I had a bunch of fun paddling the Nordkap on the way out. It wasn’t fat like I had feared. And it went along quite easily. I drifted to the front of the group without even thinking about it. I got to lend my greenland paddle to Blaine, one of the guys who had read about us. I did a few rolls, and even went swimming in the drysuit. Other than an icecream headache, I was fine. Suzanne also gave me some paddling tips since I seem to have a problem with rocking the boat back and forth.

Then on the way back, I swapped with Tyson and tried the Anas Acuta which he really liked. It definitely didn’t go as fast. I was now having to work to keep up with the group. It rolled easily. And it turned whenever you even raised half an eyebrow. Unfortunately I had it for the leg of the trip when we were doing less playing and more just hustling back, so the turning thing was a little annoying. However, I did notice that when I sat up and paddled with good form it went just fine.

We got back, stripped off the drysuits, and were wearing dry clothes! I really was a convert to this dry suit thing: paddle in cold water without getting cold, not have to wear lots of bulky stiff layers of clothing (I had to radically cinch up my PFD), and get back and be dry and not coated with icky salt. The only thing that cold be better is if it sliced and diced! So I looked at my wallet and looked at Tyson and marched up to the counter.

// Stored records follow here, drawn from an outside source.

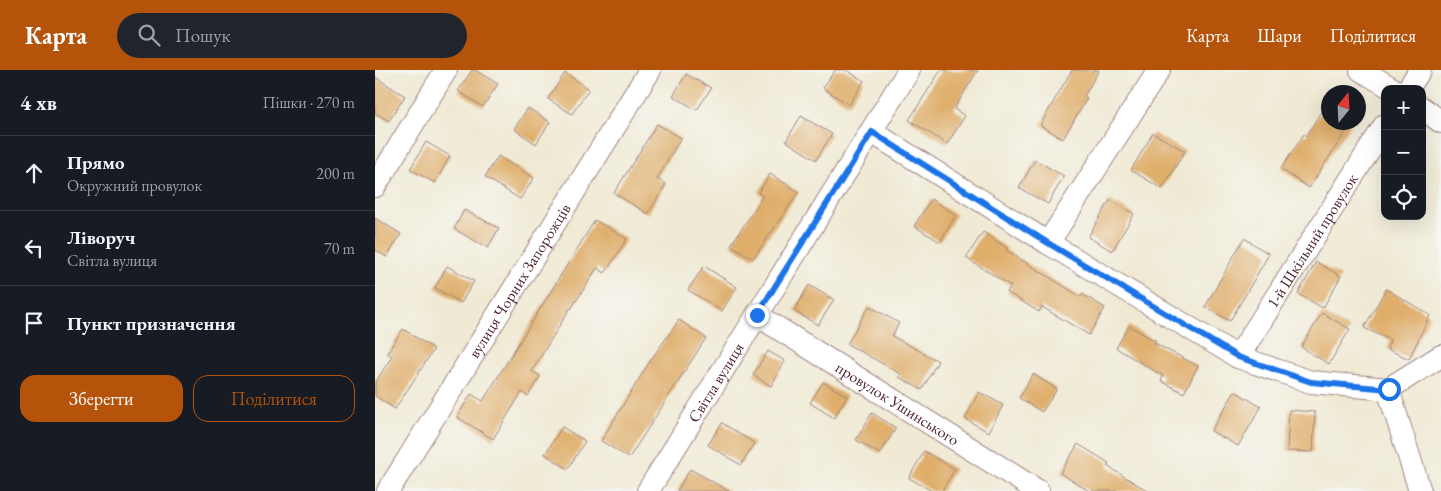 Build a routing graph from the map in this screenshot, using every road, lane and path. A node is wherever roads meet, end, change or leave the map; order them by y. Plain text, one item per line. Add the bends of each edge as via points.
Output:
1 (446, 70) edge
2 (650, 70) edge
3 (909, 70) edge
4 (1159, 70) edge
5 (1361, 70) edge
6 (1419, 70) edge
7 (1386, 85) edge
8 (1410, 85) edge
9 (1426, 111) edge
10 (1441, 122) edge
11 (1382, 130) edge
12 (872, 132) junction
13 (375, 186) edge
14 (1048, 243) junction
15 (757, 315) junction
16 (1441, 356) edge
17 (1238, 357) junction
18 (1389, 389) junction
19 (388, 491) edge
20 (648, 491) edge
21 (1038, 491) edge
22 (1420, 491) edge

1 - 13 street
2 - 19 street, вулиця Чорних Запорожців
3 - 12 street, Світла вулиця
4 - 14 street
5 - 7 street
6 - 8 street
9 - 10 street
11 - 17 street, 1-й Шкільний провулок
12 - 14 street
12 - 15 street, Світла вулиця
14 - 17 street
15 - 20 street, Світла вулиця
15 - 21 street, провулок Ушинського
16 - 18 street
17 - 18 street via 1311,382
18 - 22 street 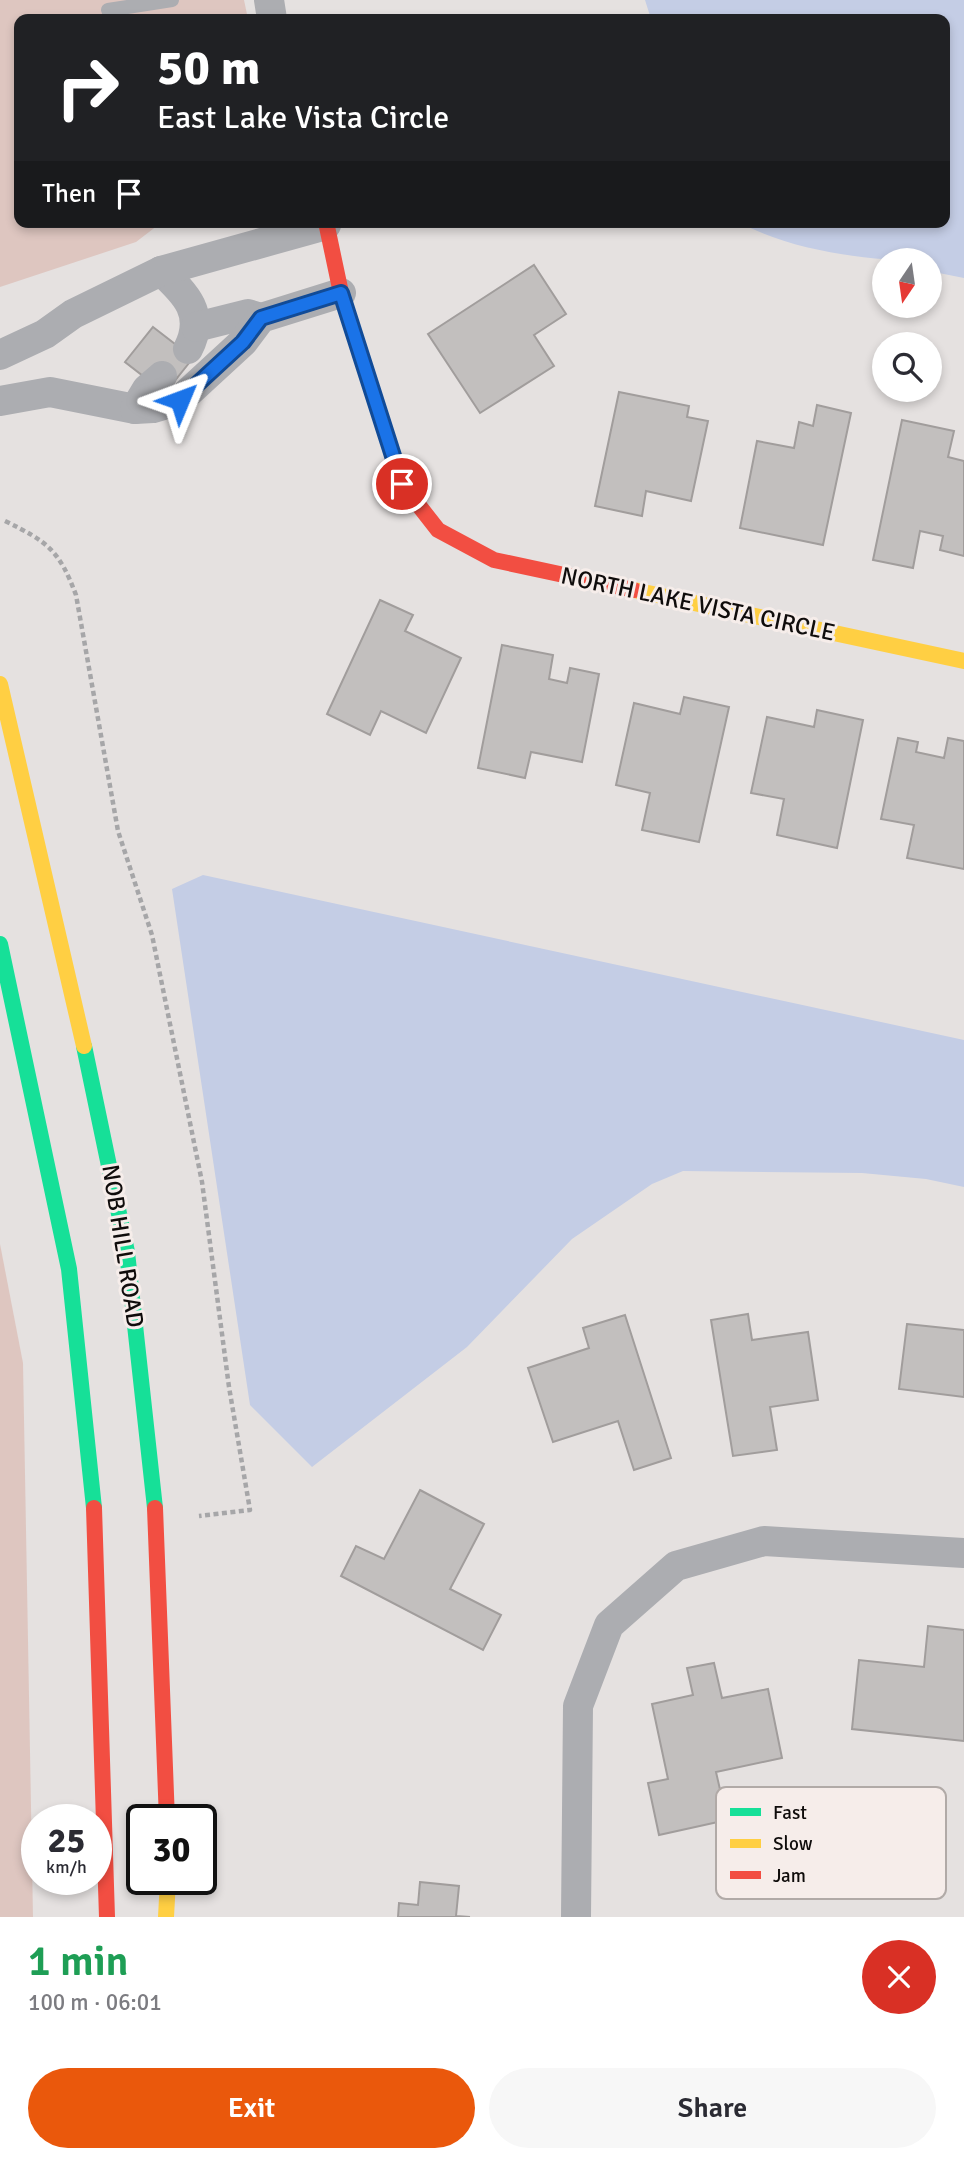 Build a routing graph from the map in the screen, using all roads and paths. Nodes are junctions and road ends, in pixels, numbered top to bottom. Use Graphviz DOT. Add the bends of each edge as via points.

Suzanne, the rep, was convinced that Tyson and I were serious enough paddlers that there was no question whether or not we should be looking at the high end suits. (Something about our reputation preceding us?) Then I had crucial decisions like hood/no hood, front or rear zip, and radish or mango. I ended up getting the hood because it came with the wrists I liked. And I got the rear relief zipper because it seemed simpler than the front zipper.